How, after all, are they expected to understand the notion of an “international interest rate lobby,” which Prime Minister Erdoğan invented to deflect negative attention away from his government during last summer’s Gezi Park protests, claiming this lobby is out to undermine and topple his government. It is unlikely that even Babacan, as an economist, believes this yarn.

The government’s new law on the Internet, which has been endorsed by President Abdullah Gül to the detriment of his own democratic reputation, and its new law on the Supreme Board of Judges and Prosecutors (HSYK), which Gül has yet to endorse but is expected to do so, are further examples of developments in Turkey that are hard to understand and comprehend by Babacan’s western interlocutors.

Looked at from the perspective of someone who comes from an advanced democracy, it is not easy to see how these laws - the first restricting press freedoms and the freedom of expression, and the second doing away with the separation of powers principle - serve democracy.

The same applies to the bill the government is trying to hammer out and which clearly aims to place the National Intelligence Service (MİT) above accountability and give it what amounts to a “carte blanche” to act as it wishes. Looking at all of this, many believe Turkey is gradually ditching Western values in favor of values that are current in Russia and China.

The government says it is doing all this to protect democracy against anti-democratic coup attempts. It points to the massive corruption investigation opened Dec. 17 which has implicated members of the AKP, leading to the resignation of three and the dismissal of one government minister, as such an attempt.

But when the new Internet and HSYK laws, as well as other steps being taken by the government, are put side by side, the image to appear is not one of a Turkey moving towards more democracy. The government is doing just the opposite by trying to bring all the institutions of state under its own control, and is preparing the legal infrastructure for this.

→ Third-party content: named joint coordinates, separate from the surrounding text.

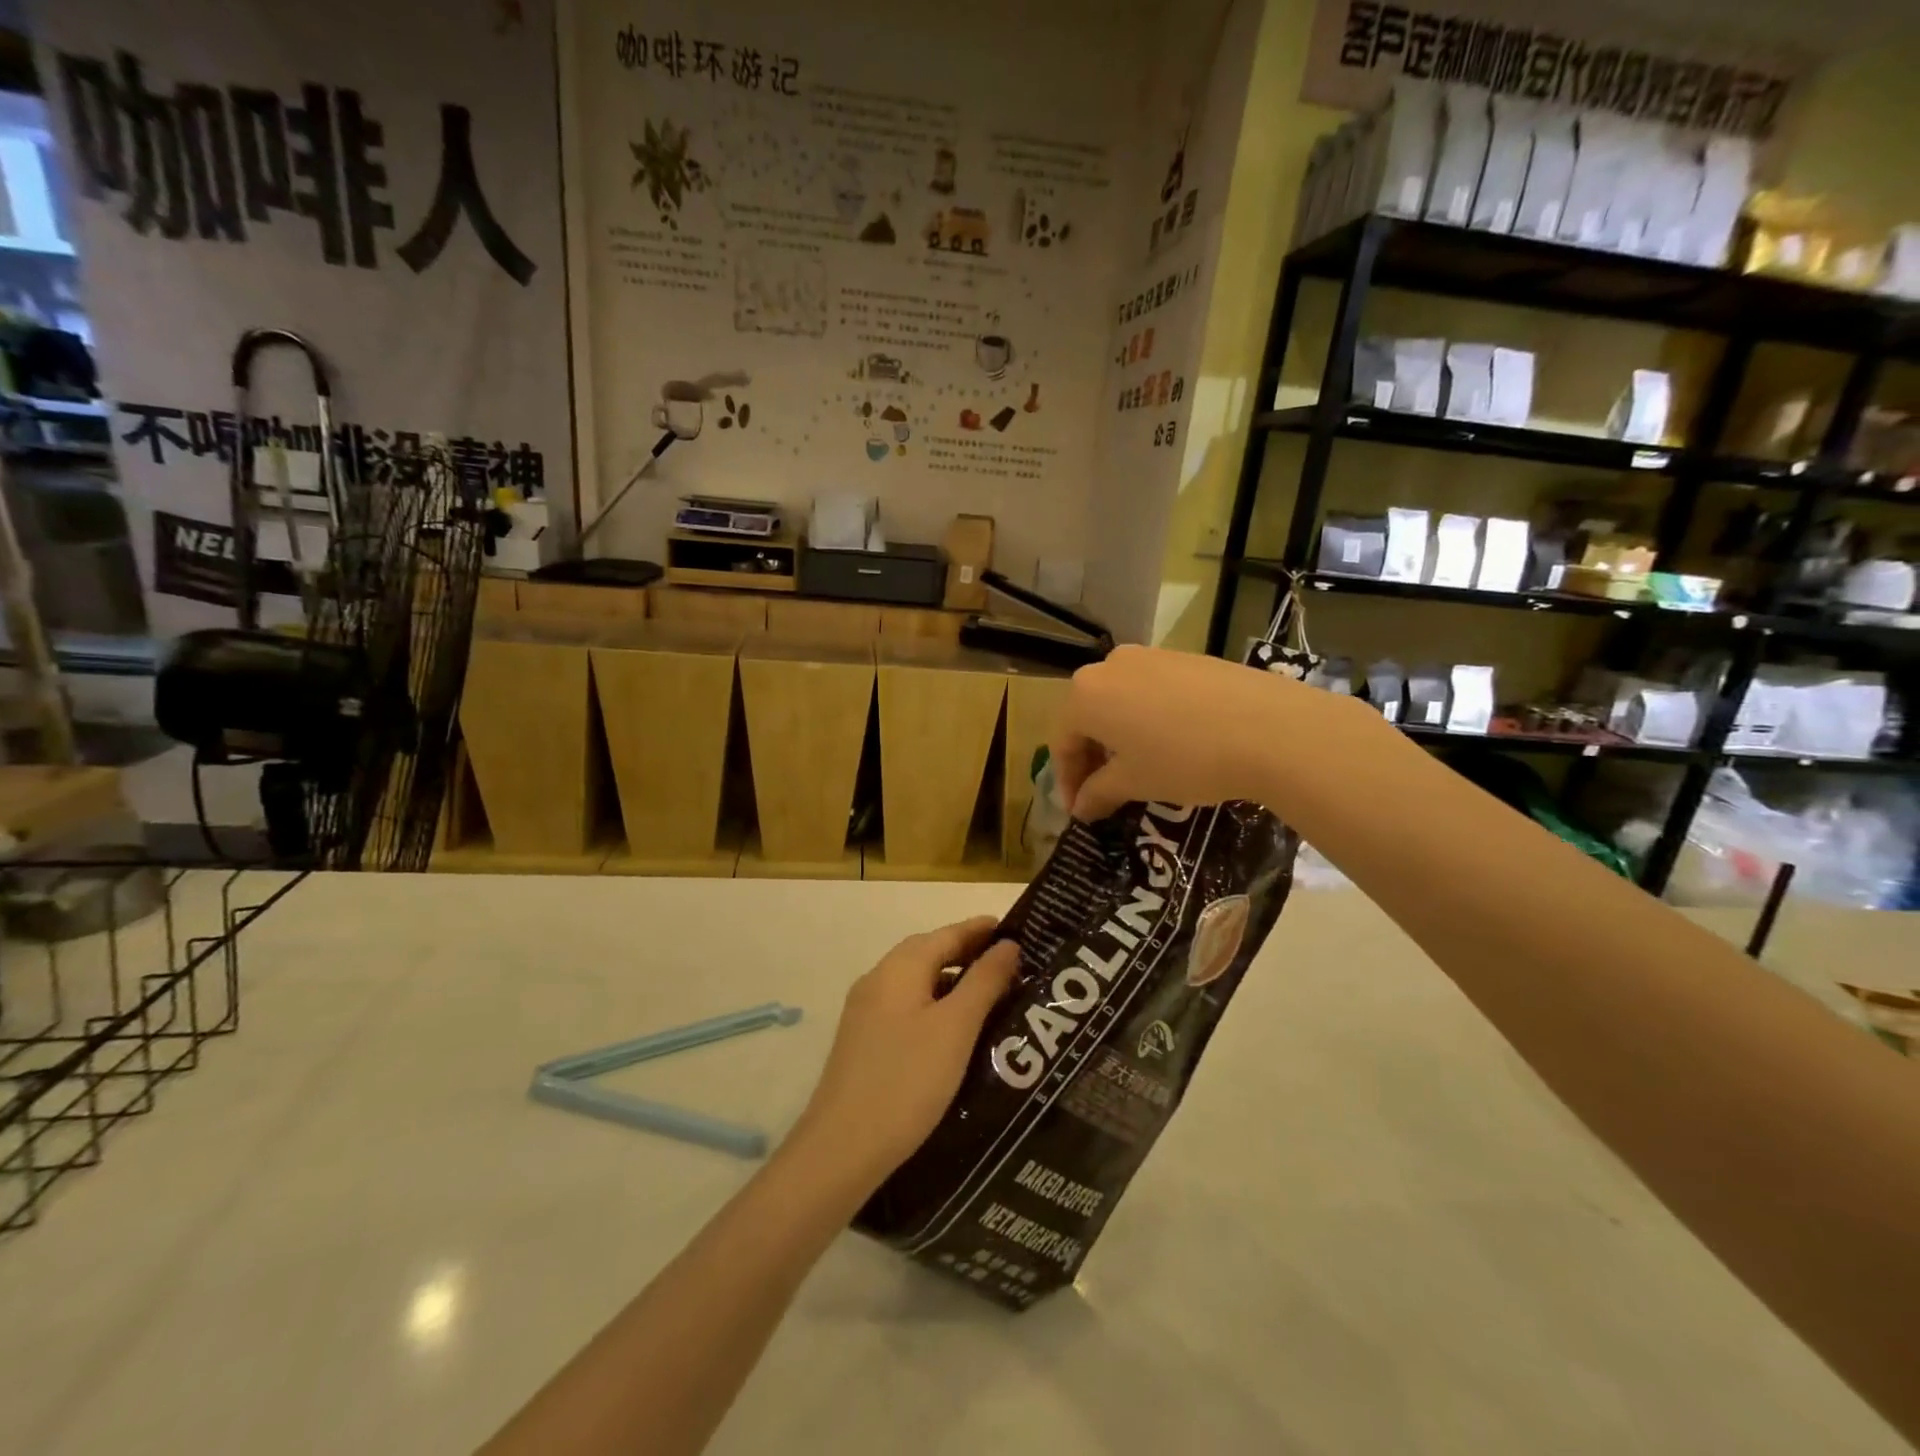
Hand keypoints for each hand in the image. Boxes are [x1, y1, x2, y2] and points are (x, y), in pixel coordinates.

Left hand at [790, 918, 1020, 1190]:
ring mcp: (867, 1012)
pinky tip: (957, 1031)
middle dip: (969, 954)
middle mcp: (879, 980)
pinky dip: (937, 1006)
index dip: (981, 930)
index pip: (947, 934)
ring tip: (993, 997)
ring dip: (954, 982)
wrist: (842, 1149)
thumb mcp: (956, 1028)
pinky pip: (908, 1007)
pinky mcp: (865, 1041)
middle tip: (1012, 964)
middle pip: (929, 954)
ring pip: (918, 983)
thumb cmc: (907, 1079)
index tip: (1018, 930)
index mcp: (899, 968)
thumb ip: (984, 982)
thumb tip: (1008, 944)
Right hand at [1051, 644, 1354, 820]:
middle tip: (1104, 792)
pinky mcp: (1186, 657)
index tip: (1079, 810)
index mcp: (1085, 694)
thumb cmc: (1185, 758)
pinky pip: (1151, 691)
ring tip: (1139, 769)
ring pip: (1120, 701)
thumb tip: (1080, 808)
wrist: (1270, 727)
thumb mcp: (1135, 782)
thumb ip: (1098, 793)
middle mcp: (1110, 666)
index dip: (1067, 780)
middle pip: (1088, 716)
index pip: (1062, 741)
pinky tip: (1172, 744)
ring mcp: (1151, 656)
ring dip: (1120, 737)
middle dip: (1092, 756)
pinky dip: (1148, 719)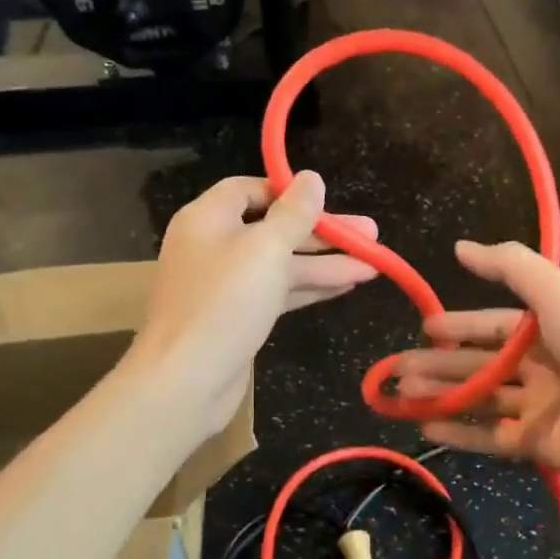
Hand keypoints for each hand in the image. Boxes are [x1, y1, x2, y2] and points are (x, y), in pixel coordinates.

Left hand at [131, 173, 377, 433]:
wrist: (186, 380)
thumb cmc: (224, 304)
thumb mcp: (266, 250)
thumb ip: (293, 214)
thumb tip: (311, 178)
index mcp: (208, 219)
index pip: (250, 189)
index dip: (289, 193)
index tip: (327, 202)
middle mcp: (214, 245)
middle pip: (274, 228)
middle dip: (323, 233)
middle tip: (372, 234)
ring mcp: (225, 284)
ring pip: (281, 263)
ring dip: (325, 263)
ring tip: (373, 265)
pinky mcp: (237, 316)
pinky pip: (278, 291)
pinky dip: (309, 287)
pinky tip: (346, 286)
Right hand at [394, 240, 559, 493]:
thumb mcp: (558, 293)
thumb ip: (510, 267)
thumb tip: (460, 247)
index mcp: (546, 327)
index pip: (491, 323)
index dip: (457, 324)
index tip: (422, 328)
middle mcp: (540, 365)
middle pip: (478, 363)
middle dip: (438, 364)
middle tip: (395, 370)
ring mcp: (539, 407)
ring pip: (478, 399)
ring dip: (440, 396)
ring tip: (400, 395)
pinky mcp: (538, 446)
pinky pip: (489, 438)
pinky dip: (458, 435)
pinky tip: (425, 431)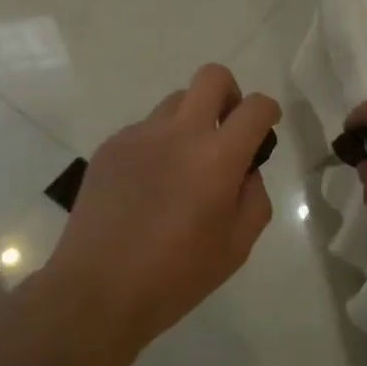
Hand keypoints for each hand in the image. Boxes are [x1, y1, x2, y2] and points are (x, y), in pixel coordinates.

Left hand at [50, 64, 280, 350]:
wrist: (98, 288)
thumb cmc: (176, 275)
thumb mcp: (237, 246)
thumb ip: (254, 197)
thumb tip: (245, 170)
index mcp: (216, 157)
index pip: (255, 108)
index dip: (268, 111)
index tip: (266, 126)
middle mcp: (179, 133)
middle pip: (211, 76)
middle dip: (229, 93)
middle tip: (226, 129)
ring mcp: (139, 135)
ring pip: (175, 102)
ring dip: (190, 121)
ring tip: (182, 166)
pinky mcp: (110, 147)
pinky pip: (144, 130)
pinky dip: (157, 145)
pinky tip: (148, 186)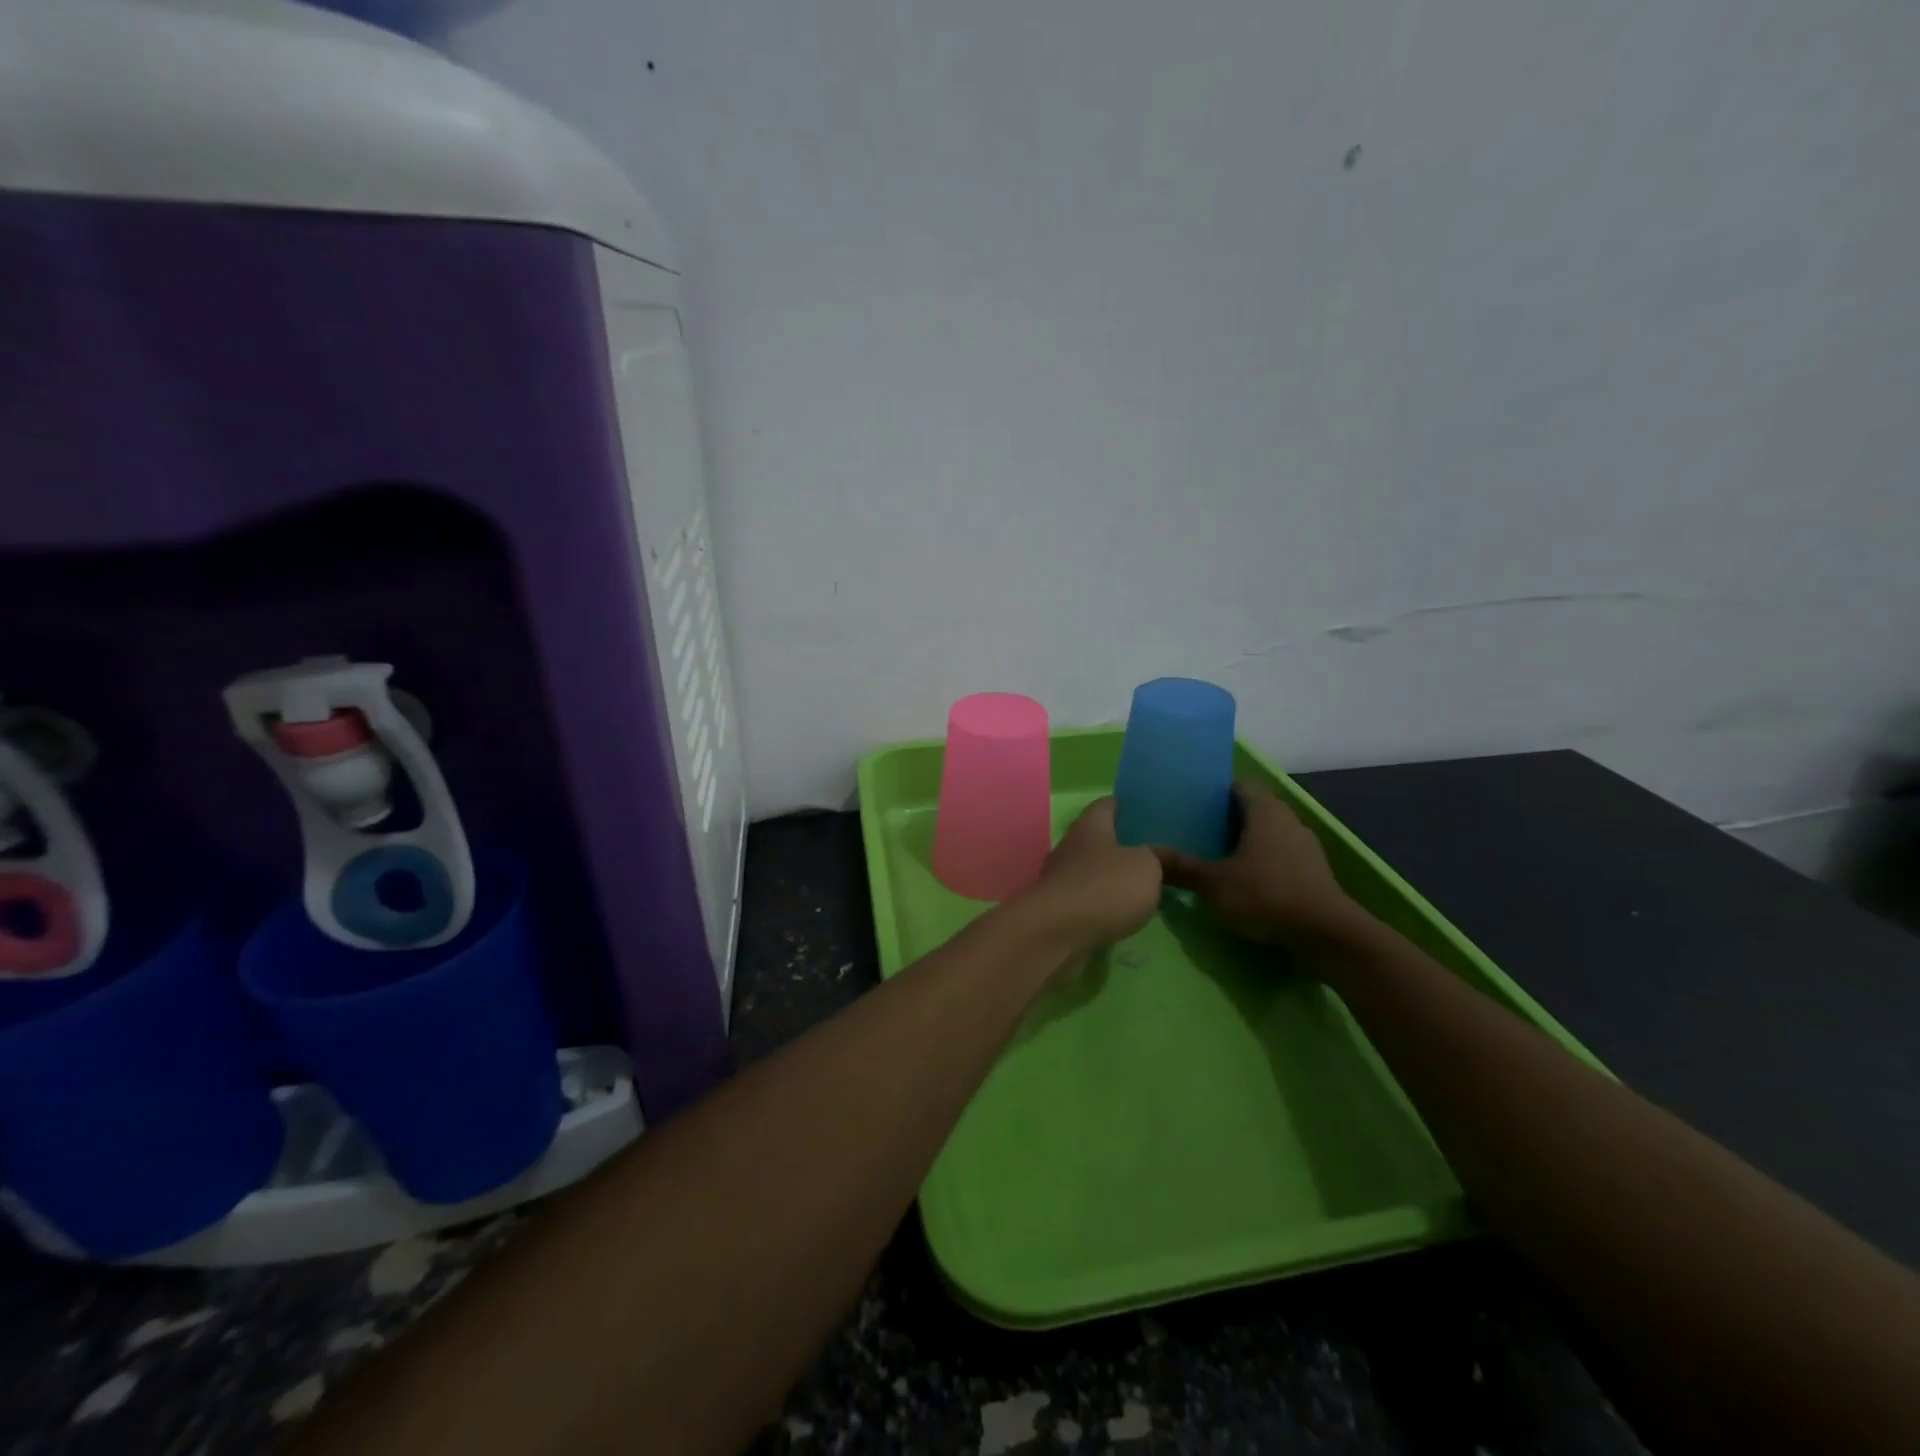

Not surprisingly, leading columnists and analysts in Turkey have started referring to these steps by the government as “the real coup attempt against democracy” that is unfolding as the world looks on. If these efforts were aimed at increasing transparency and accountability, with all the necessary checks and balances in their right place, clearly no one would object.

To the contrary, Erdoğan and the AKP would gain in prestige for advancing democracy and fighting corruption in Turkey. Looking at the present picture, however, this is clearly not what is happening. It should come as no surprise to anyone, therefore, that Babacan is having difficulty in getting his western interlocutors to comprehend what is happening in Turkey.